Anche le autorità turche leggono i graphic novel. Sopratutto se parlano dei Curdi che combattono contro lo Stato Islamico. Come fa il libro uscito in Francia l’anno scorso e intitolato la Liberté dans le sang, di Kudret Günes e Christophe Girard, in cui una giovane franco-curda, Rojîn, sfugge a un matrimonio forzato a Parigi con un turco e vola in Turchia, in cerca delle sue origini. Arrestata, torturata e violentata dai poliziotti, finirà per unirsi alle donne curde che combattono a Kobane. Diventerà poi la schiava sessuale di un califfo, da cui si salverà in modo rocambolesco riuscendo a tornare in Francia, dove i suoi guai non sono ancora finiti…
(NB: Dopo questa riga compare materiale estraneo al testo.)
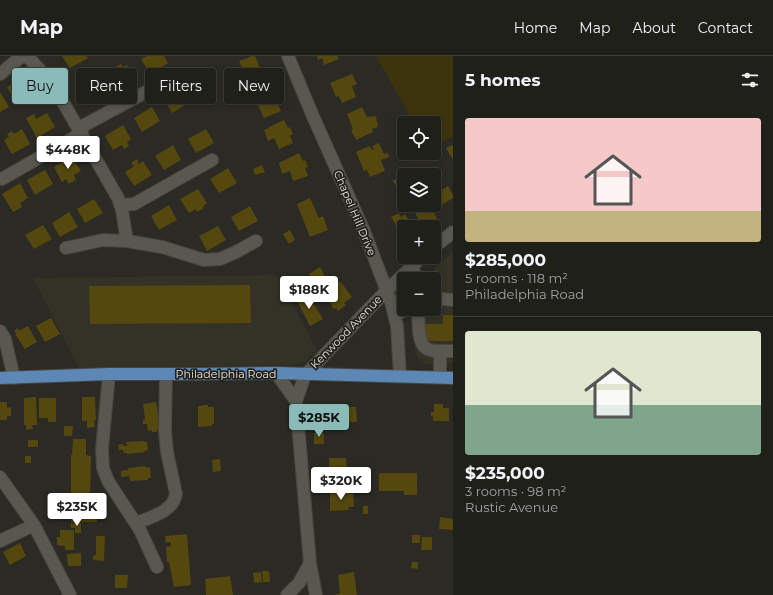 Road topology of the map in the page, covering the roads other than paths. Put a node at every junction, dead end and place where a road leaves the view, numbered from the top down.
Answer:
1 (22, 56) edge
2 (26, 56) edge
3 (288, 56) edge
4 (0, 74) edge
5 (145, 93) edge
6 (80, 130) junction
7 (212, 160) dead end
8 (2, 179) dead end
9 (120, 205) junction
10 (453, 232) edge
11 (256, 240) dead end
12 (126, 241) junction
13 (441, 241) edge
14 (66, 248) dead end
15 (415, 264) edge
16 (411, 268) junction
17 (414, 272) edge
18 (386, 291) junction
19 (441, 299) edge
20 (453, 300) edge
21 (395, 315) joint
22 (419, 316) edge
23 (0, 331) edge
24 (440, 351) junction
25 (453, 351) edge
26 (276, 373) junction
27 (109, 374) junction
28 (166, 374) junction
29 (305, 375) junction
30 (400, 376) junction
31 (440, 377) junction
32 (0, 378) edge
33 (14, 378) junction
34 (453, 378) edge
35 (296, 401) junction
36 (0, 477) edge
37 (136, 523) junction
38 (34, 525) junction
39 (0, 541) edge
40 (310, 563) junction
41 (157, 567) dead end
42 (70, 595) edge
43 (287, 595) edge
44 (316, 595) edge

1 - 4 street
2 - 6 street
3 - 18 street, Chapel Hill Drive
5 - 6 street
6 - 8 street
6 - 9 street
7 - 9 street
9 - 12 street
10 - 13 street
11 - 12 street
12 - 14 street
15 - 16 street, Kenwood Avenue
16 - 17 street
16 - 18 street, Kenwood Avenue
18 - 21 street, Chapel Hill Drive
18 - 29 street, Kenwood Avenue
19 - 20 street
21 - 30 street, Chapel Hill Drive
22 - 24 street
23 - 33 street
24 - 25 street
24 - 31 street
26 - 28 main road, Philadelphia Road
26 - 29 main road, Philadelphia Road
26 - 35 street
27 - 28 main road, Philadelphia Road
27 - 33 main road, Philadelphia Road
27 - 37 street
28 - 37 street
29 - 30 main road, Philadelphia Road
29 - 35 street
30 - 31 main road, Philadelphia Road
31 - 34 main road, Philadelphia Road
32 - 33 main road, Philadelphia Road
35 - 40 street
36 - 38 street
37 - 41 street
38 - 39 street
38 - 42 street
40 - 43 street
40 - 44 street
Le autorità Turche leggono i fumetti, dicevamo, e non amano molto quello che leggono. Al punto che un mese fa hanno deciso di arrestare Kudret Günes, appena atterrata all’aeroporto di Ankara per una visita familiare unita a un progetto di ricerche sui delitti d’onore nelle famiglie curde. L’hanno interrogata su alcune pagine del suo graphic novel, che prende tra l’altro spunto dalla storia di sua sorella, costretta a un matrimonio forzato. E su una serie di post, come quello in omaggio a un dodicenne curdo ucciso con 13 colpi d’arma da fuoco dall’esercito turco nel 2004. O quelli con cui reagiva alla sconfitta di Daesh nel Kurdistan siriano, scrivendo ad esempio: “Le donne più belle del mondo hanno salvato il mondo dagli uomini più sanguinari dei nostri tempi”. Poi l’hanno accusata di “apologia del PKK” e vietato di lasciare Ankara in attesa dell’udienza, che si terrà l’8 luglio.
Günes, che ha 69 anni, è cittadina francese da più di quaranta e non era mai stata fermata prima della pubblicazione del graphic novel nonostante fosse tornata regolarmente in Turchia, rischia una condanna tra i due e i cinque anni di prigione. Al quotidiano Libération, che l’ha raggiunta al telefono, ha detto di non avere nessun legame con il PKK e di non essere nemmeno vicina alle posizioni dell’organizzazione: “mi interesso solo al destino delle donne e dei bambini curdi – ha detto – come testimonia tutto il mio lavoro”.
Ufficialmente Parigi ha detto che non interverrà per cercare di riportare l’artista in Francia o far cadere le accuse ma le ha promesso una protezione consolare. Per non lasciarla sola, il suo amico poeta e militante Kabyle, Amar Benamouche, ha promosso una petizione e una manifestazione davanti al ministero della cultura francese nei prossimi giorni ricordando che “i regimi autoritari hanno sempre paura degli artisti”. Nelle prigioni turche ce ne sono già moltissimi di origine curda, speriamo che il nome di Kudret Günes non si aggiunga alla lista.